NVIDIA-Merlin / NVTabular

NVTabular is a feature engineering and preprocessing library for tabular data designed to quickly and easily manipulate terabyte scale datasets used to train deep learning based recommender systems.
Apache License 2.0
1.05k stars 143 forks source link

[FEA] Incremental Pre-processing #798

Open gabrielspmoreira opened 3 years ago

gabrielspmoreira commented 3 years ago

Is your feature request related to a problem? Please describe. It is common in industry to train recommender systems models incrementally, i.e., taking a model trained with past data and fine-tuning with new data. In such cases, new values on existing categorical features need to be encoded as contiguous ids on top of the existing ones, whose embeddings will be appended to the pre-trained embedding tables.
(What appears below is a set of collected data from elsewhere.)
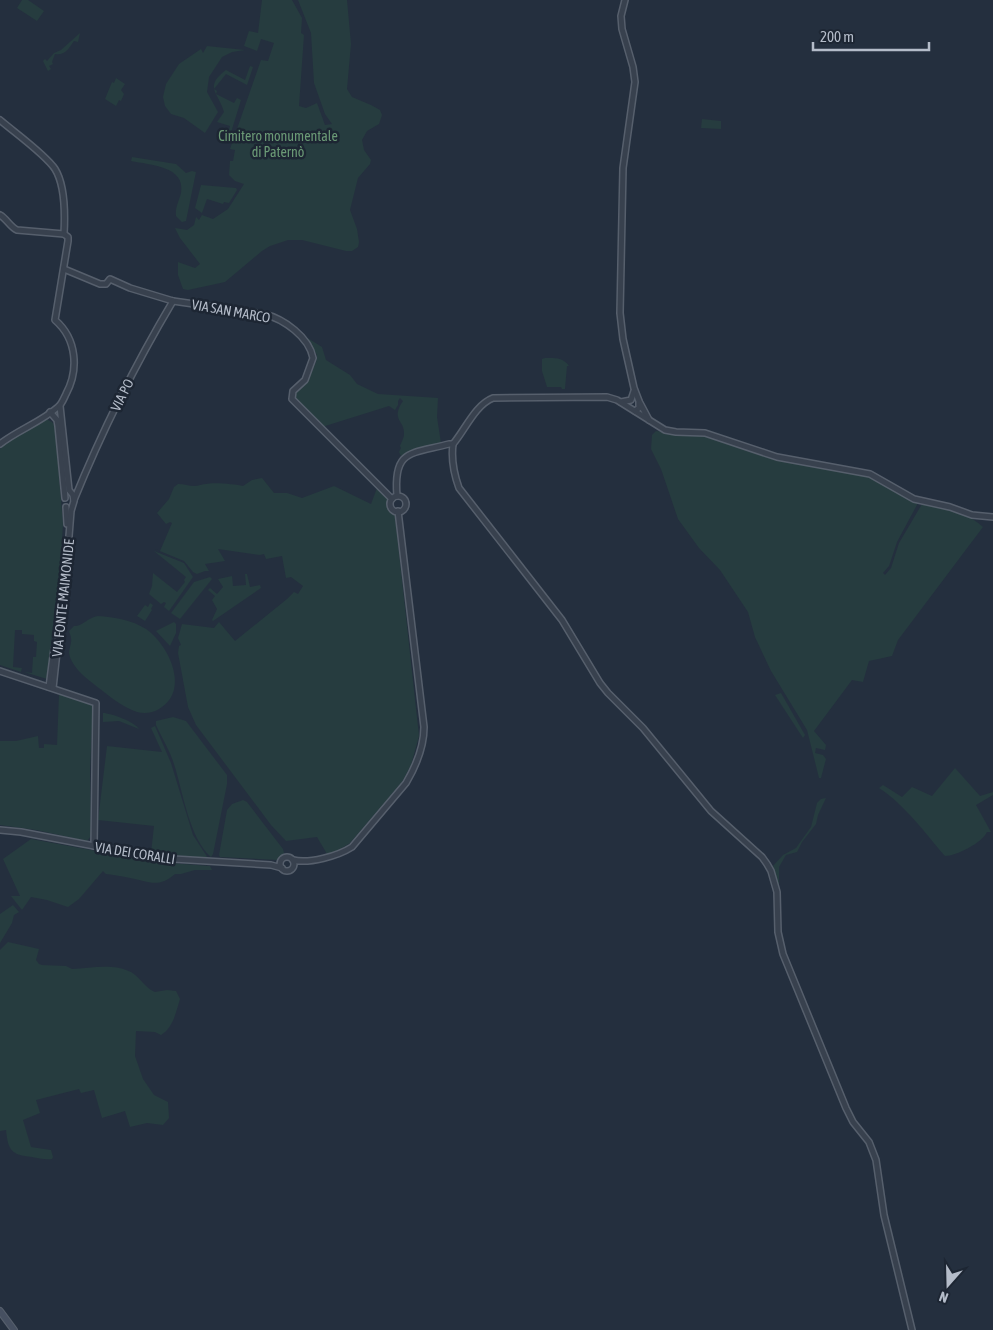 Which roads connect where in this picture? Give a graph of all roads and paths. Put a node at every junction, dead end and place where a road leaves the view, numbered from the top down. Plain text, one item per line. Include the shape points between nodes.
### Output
1 (625, 0) edge
2 (0, 120) edge
3 (0, 216) edge
4 (62, 234) junction
5 (67, 270) junction
6 (173, 301) junction
7 (634, 388) junction
8 (634, 396) junction
9 (640, 401) junction
10 (621, 402) junction
11 (60, 406) junction
12 (634, 411) junction
13 (50, 412) junction
14 (651, 422) junction
15 (0, 444) edge
16 (453, 444) junction
17 (73, 493) junction
18 (394, 497) junction
19 (66, 498) junction
20 (69, 507) junction
21 (398, 511) junction
22 (993, 517) edge
23 (0, 671) edge
24 (51, 688) junction
25 (0, 830) edge
26 (94, 846) junction
27 (281, 861) junction
28 (293, 862) junction
29 (271, 865) junction
30 (282, 868) junction
31 (0, 1311) edge
32 (14, 1330) edge
33 (912, 1330) edge

1 - 7 street via 622,30 635,82 623,168 620,313
2 - 4 street via 47,159 58,174 65,208
3 - 4 street via 13,228 22,231
4 - 5 street via 68,237
5 - 6 street, VIA SAN MARCO via 103,285 110,279
5 - 11 street via 56,320 67,336 75,364
6 - 17 street, VIA PO via 137,364
6 - 18 street, VIA SAN MARCO via 269,315 301,336 313,358 305,380 293,391 292,399
7 - 8 street
7 - 9 street
8 - 10 street
8 - 12 street
9 - 12 street via 639,408
9 - 14 street
10 - 12 street
10 - 16 street via 600,396 493,398 481,406
11 - 13 street
11 - 17 street
12 - 14 street
13 - 15 street
13 - 19 street via 57,420
14 - 22 street via 671,431 705,433 777,457 870,474 914,499 972,515
16 - 18 street via 414,453 404,459 395,478
16 - 33 street via 459,488 562,620 600,683 648,734 711,811 762,857 771,871 777,892 778,932 783,954 843,1100 853,1122 869,1142 876,1160 884,1215
17 - 19 street
17 - 20 street via 74,501
18 - 21 street via 390,506
18 - 21 street via 402,498 405,504
19 - 20 street, VIA FONTE MAIMONIDE
20 - 24 street, VIA FONTE MAIMONIDE
21 - 28 street via 424,727 422,747 406,783 352,846 337,855
23 - 24 street
24 - 26 street via 96,703
25 - 26 street, VIA DEI CORALLI
26 - 29 street, VIA DEI CORALLI via 157,858
27 - 28 street via 286,857
27 - 29 street
27 - 30 street
28 - 30 street via 289,870
29 - 30 street
31 - 32 main road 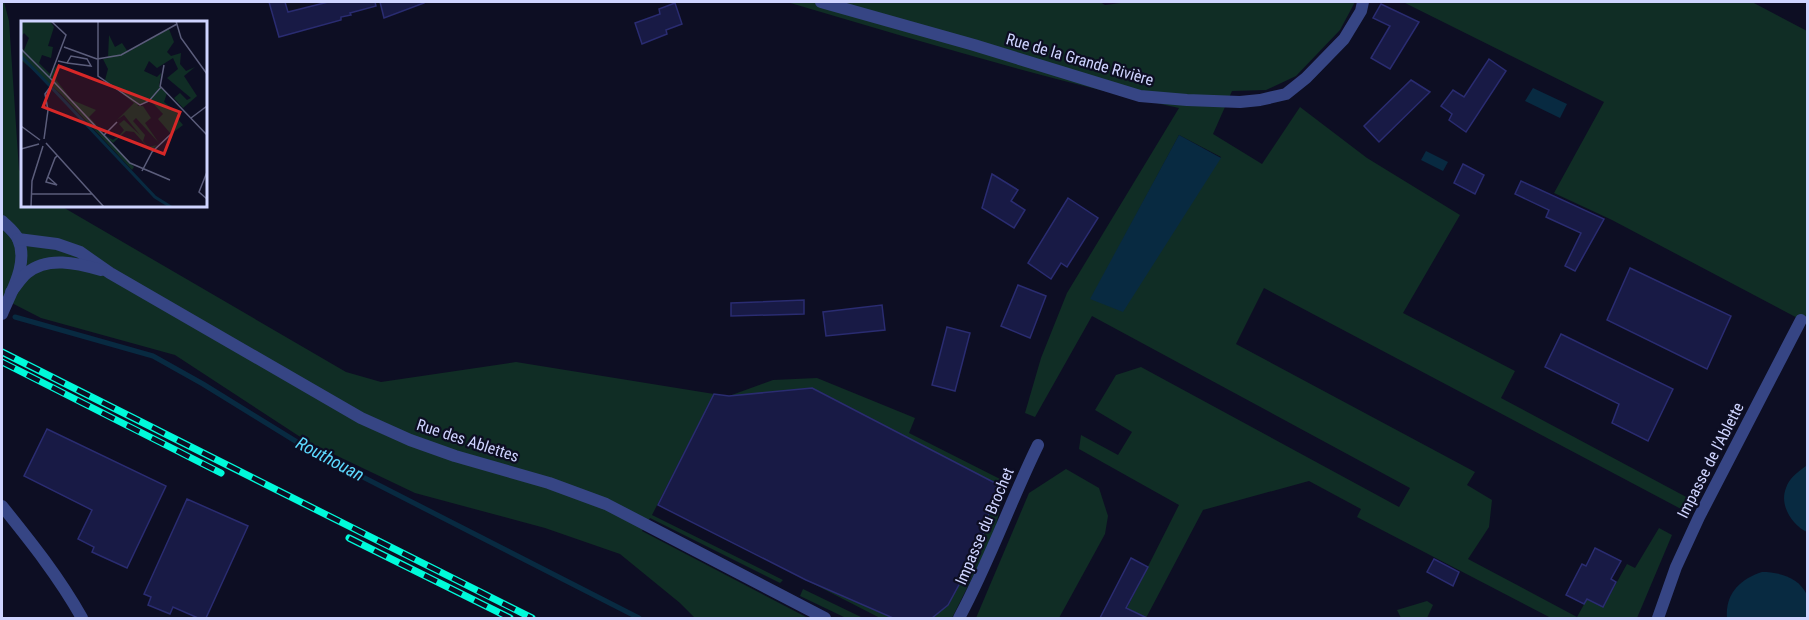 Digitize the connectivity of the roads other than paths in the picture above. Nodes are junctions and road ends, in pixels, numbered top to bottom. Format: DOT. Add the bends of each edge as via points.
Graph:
graph roads {
  1 [pos="821,2"];
  2 [pos="1363,2"];
  3 [pos="2,221"];
  4 [pos="18,239"];
  5 [pos="110,273"];
  6 [pos="12,292"];
  7 [pos="2,314"];
  8 [pos="1801,320"];
  9 [pos="1038,445"];
  10 [pos="2,506"];
  11 [pos="82,618"];
  12 [pos="825,618"];
  13 [pos="959,618"];
  14 [pos="1658,618"];
  1 -- 2 [label="street, Rue de la Grande Rivière" via="1140,96 1240,102 1286,94 1306,78 1344,39"];
  3 -- 4 [label="street"];
  4 -- 5 [label="street, Rue des Ablettes" via="57,244 80,252"];
  4 -- 6 [label="street" via="20,268"];
  5 -- 6 [label="street, Rue des Ablettes" via="56,262 27,273"];
  5 -- 12 [label="street, Rue des Ablettes" via="361,418 443,452 606,504"];
  6 -- 7 [label="street"];
  8 -- 14 [label="street, Impasse de l'Ablette" via="1699,517"];
  9 -- 13 [label="street, Impasse du Brochet"];
  10 -- 11 [label="street" via="44,558"];
}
Describe the solution you'd like NVTabular should support incremental pre-processing, by keeping the previous mapping between raw values and encoded values for categorical features (so that they match the position of the pre-trained embeddings), and assigning new values as contiguous item ids.

gabrielspmoreira commented 3 years ago

Issue #597 addresses incremental update of the statistics of numerical features

yuanqingz commented 3 years ago

Hi @karlhigley , what's the expected release date of v0.9?

BlakeB415 commented 11 months ago

Any progress on this?

rnyak commented 11 months ago

@BlakeB415 we dont have bandwidth to work on this feature now. So there is no progress on this feature.